• [Problem description] Restate the listing below word for word, and leave its pictures behind.

• [Excerpted data]
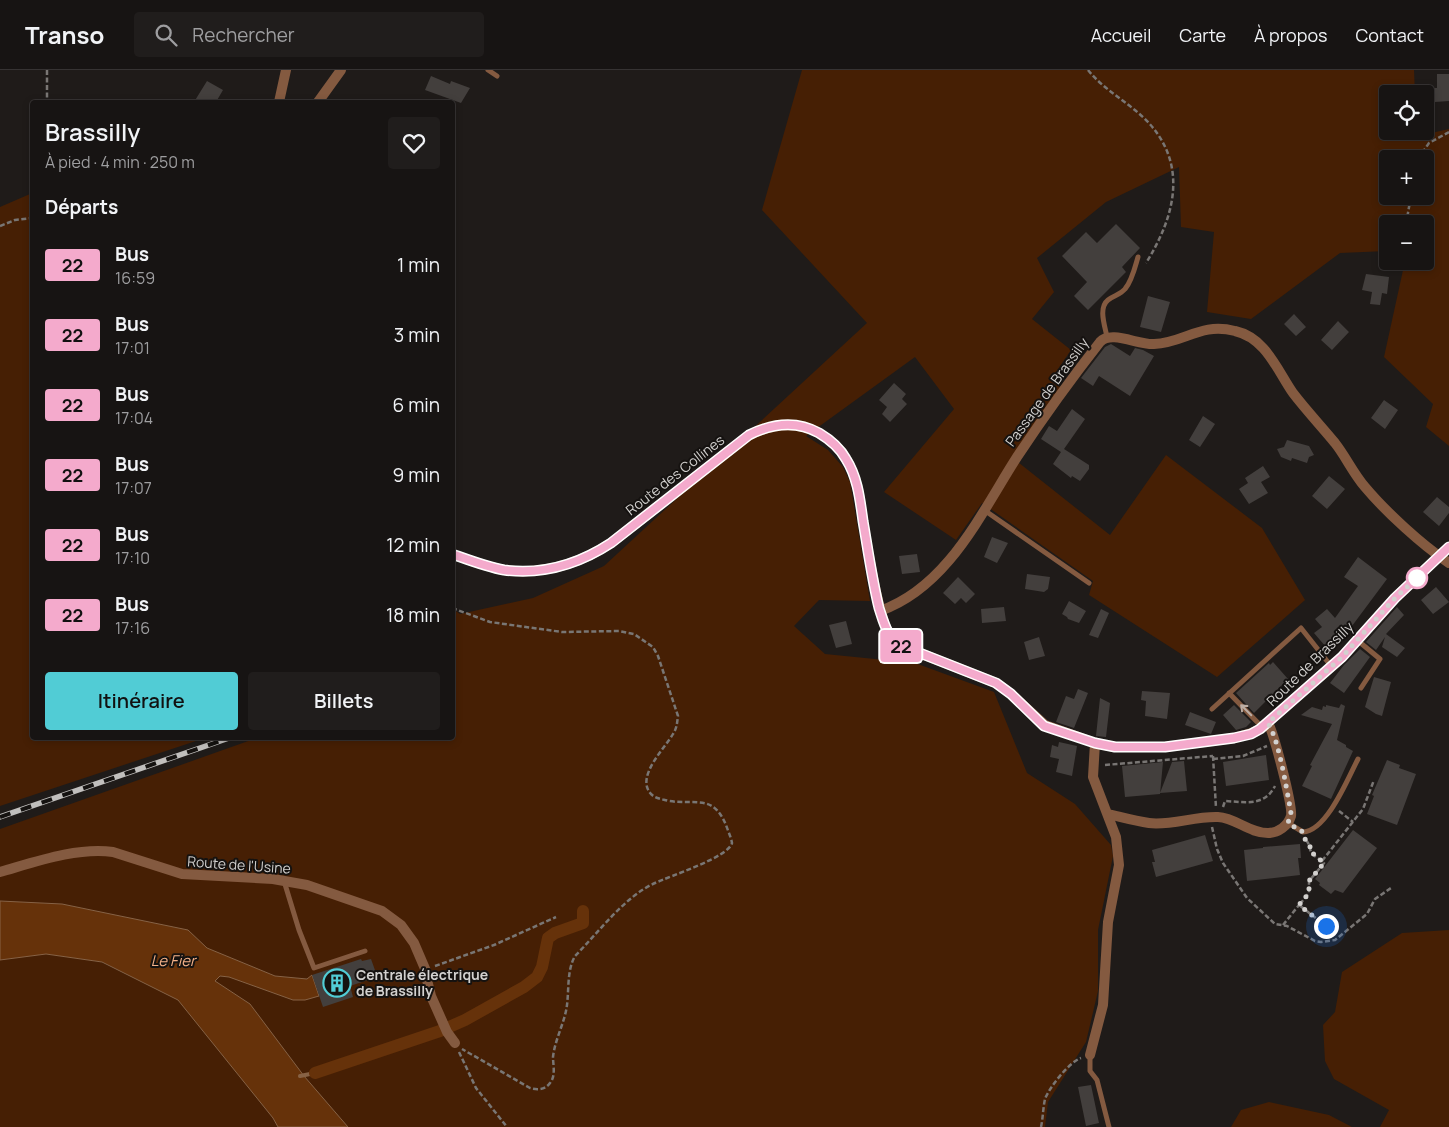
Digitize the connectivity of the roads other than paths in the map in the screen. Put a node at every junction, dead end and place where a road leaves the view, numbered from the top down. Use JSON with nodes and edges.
{"nodes":[{"id":1,"x":286,"y":70,"type":"edge"},
{"id":2,"x":342,"y":70,"type":"edge"},
{"id":3,"x":488,"y":70,"type":"edge"},
{"id":4,"x":498,"y":76,"type":"dead end"},
{"id":5,"x":279,"y":100,"type":"edge"},
{"id":6,"x":320,"y":100,"type":"edge"},
{"id":7,"x":1138,"y":257,"type":"dead end"},
{"id":8,"x":1107,"y":337,"type":"junction"},
{"id":9,"x":983,"y":510,"type":"junction"},
{"id":10,"x":1449,"y":547,"type":"edge"},
{"id":11,"x":455,"y":555,"type":"edge"},
{"id":12,"x":1439,"y":557,"type":"junction"},
{"id":13,"x":1449,"y":564,"type":"edge"},
{"id":14,"x":1089,"y":584,"type":"dead end"},
{"id":15,"x":880,"y":610,"type":"junction"},
{"id":16,"x":1357,"y":640,"type":"junction"},
{"id":17,"x":1331,"y":666,"type":"junction"},
{"id":18,"x":1361,"y":688,"type":"dead end"},
{"id":19,"x":1229,"y":693,"type":"junction"},
{"id":20,"x":1212,"y":709,"type":"dead end"},
{"id":21,"x":1265,"y":725,"type":"junction"},
{"id":22,"x":1095,"y":743,"type":"junction"},
{"id":23,"x":1358,"y":759,"type":"dead end"},
{"id":24,"x":1108,"y":814,"type":"junction"},
{"id":25,"x":1288,"y":823,"type":"junction"},
{"id":26,"x":0,"y":872,"type":"edge"},
{"id":27,"x":284,"y":881,"type":"junction"},
{"id":28,"x":365,"y":951,"type":"dead end"},
{"id":29,"x":455,"y":1044,"type":"road end"},
{"id":30,"x":1090,"y":1055,"type":"joint"},
{"id":31,"x":1109,"y":1127,"type":"edge"}],
"edges":[{"from":1,"to":5,"type":"street"},
{"from":2,"to":6,"type":"street"},
{"from":3,"to":4,"type":"lane"},
{"from":7,"to":8,"type":"lane"},
{"from":8,"to":9,"type":"street","name":"Passage de Brassilly"},
{"from":8,"to":12,"type":"street","name":"Passage de Brassilly"},
{"from":9,"to":14,"type":"lane"},
{"from":9,"to":15,"type":"street","name":"Passage de Brassilly"},
{"from":10,"to":12,"type":"street","name":"Route de Brassilly"},
{"from":11,"to":15,"type":"street","name":"Route des Collines"},
{"from":12,"to":13,"type":"street","name":"Passage de Brassilly"},
{"from":12,"to":16,"type":"street","name":"Route de Brassilly"},
{"from":15,"to":22,"type":"street","name":"Route de Brassilly"},
{"from":16,"to":17,"type":"street","name":"Route de Brassilly"},
{"from":16,"to":18,"type":"lane"},
{"from":17,"to":19,"type":"lane"},
{"from":17,"to":21,"type":"street","name":"Route de Brassilly"},
{"from":19,"to":20,"type":"lane"},
{"from":21,"to":19,"type":"lane","one_way":true},
{"from":21,"to":22,"type":"street","name":"Route de Brassilly"},
{"from":21,"to":25,"type":"street"},
{"from":22,"to":24,"type":"street"},
{"from":23,"to":25,"type":"lane"},
{"from":24,"to":25,"type":"street"},
{"from":24,"to":30,"type":"street"},
{"from":26,"to":27,"type":"street","name":"Route de l'Usine"},
{"from":27,"to":28,"type":"lane"},
{"from":27,"to":29,"type":"street","name":"Route de l'Usine"},
{"from":30,"to":31,"type":"lane"}]}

• [Exercise answer]
Digitize the connectivity of the roads other than paths in the map in the screen. Put a node at every junction, dead end and place where a road leaves the view, numbered from the top down. Use JSON with nodes and edges.
{"nodes":[{"id":1,"x":286,"y":70,"type":"edge"},
{"id":2,"x":342,"y":70,"type":"edge"},
{"id":3,"x":488,"y":70,"type":"edge"},
{"id":4,"x":498,"y":76,"type":"dead end"},
{"id":5,"x":279,"y":100,"type":"edge"},
{"id":6,"x":320,"y":100,"type":"edge"},
{"id":7,"x":1138,"y":257,"type":"dead end"},
{"id":8,"x":1107,"y":337,"type":"junction"},
{"id":9,"x":983,"y":510,"type":"junction"},
{"id":10,"x":1449,"y":547,"type":"edge"},
{"id":11,"x":455,"y":555,"type":"edge"},
{"id":12,"x":1439,"y":557,"type":"junction"},
{"id":13,"x":1449,"y":564,"type":"edge"},
{"id":14,"x":1089,"y":584,"type":"dead end"},
{"id":15,"x":880,"y":610,"type":"junction"},
{"id":16,"x":1357,"y":640,"type":"junction"},
{"id":17,"x":1331,"y":666,"type":"junction"},
{"id":18,"x":1361,"y":688,"type":"dead end"},
{"id":19,"x":1229,"y":693,"type":"junction"},
{"id":20,"x":1212,"y":709,"type":"dead end"},
{"id":21,"x":1265,"y":725,"type":"junction"},
{"id":22,"x":1095,"y":743,"type":"junction"},
{"id":23,"x":1358,"y":759,"type":"dead end"},
{"id":24,"x":1108,"y":814,"type":"junction"},
{"id":25,"x":1288,"y":823,"type":"junction"},
{"id":26,"x":0,"y":872,"type":"edge"},
{"id":27,"x":284,"y":881,"type":"junction"},
{"id":28,"x":365,"y":951,"type":"dead end"},
{"id":29,"x":455,"y":1044,"type":"road end"},
{"id":30,"x":1090,"y":1055,"type":"joint"},
{"id":31,"x":1109,"y":1127,"type":"edge"}],
"edges":[{"from":1,"to":5,"type":"street"},
{"from":2,"to":6,"type":"street"},
{"from":3,"to":4,"type":"lane"},
{"from":7,"to":8,"type":"lane"},
{"from":8,"to":9,"type":"street","name":"Passage de Brassilly"},
{"from":8,"to":12,"type":"street","name":"Passage de Brassilly"},
{"from":9,"to":14,"type":"lane"},
{"from":9,"to":15,"type":"street","name":"Passage de Brassilly"},
{"from":10,"to":12,"type":"street","name":"Route de Brassilly"},
{"from":11,"to":15,"type":"street","name":"Route des Collines"},
{"from":12,"to":13,"type":"street","name":"Passage de Brassilly"},
{"from":12,"to":16,"type":"street","name":"Route de Brassilly"},
{"from":15,"to":22,"type":"street","name":"Route de Brassilly"},
{"from":16,"to":17,"type":"street","name":"Route de Brassilly"},
{"from":16,"to":18,"type":"lane"},
{"from":17,"to":19,"type":"lane"},
{"from":17,"to":21,"type":"street","name":"Route de Brassilly"},
{"from":19,"to":20,"type":"lane"},
{"from":21,"to":19,"type":"lane","one_way":true},
{"from":21,"to":22,"type":"street","name":"Route de Brassilly"},
{"from":21,"to":25,"type":"street"},
{"from":22,"to":24,"type":"street"},
{"from":23,"to":25,"type":"lane"},
{"from":24,"to":25,"type":"street"},
{"from":24,"to":30,"type":"street"},
{"from":26,"to":27,"type":"street","name":"Route de l'Usine"},
{"from":27,"to":28,"type":"lane"},
{"from":27,"to":29,"type":"street","name":"Route de l'Usine"},
{"from":30,"to":31,"type":"lane"}]}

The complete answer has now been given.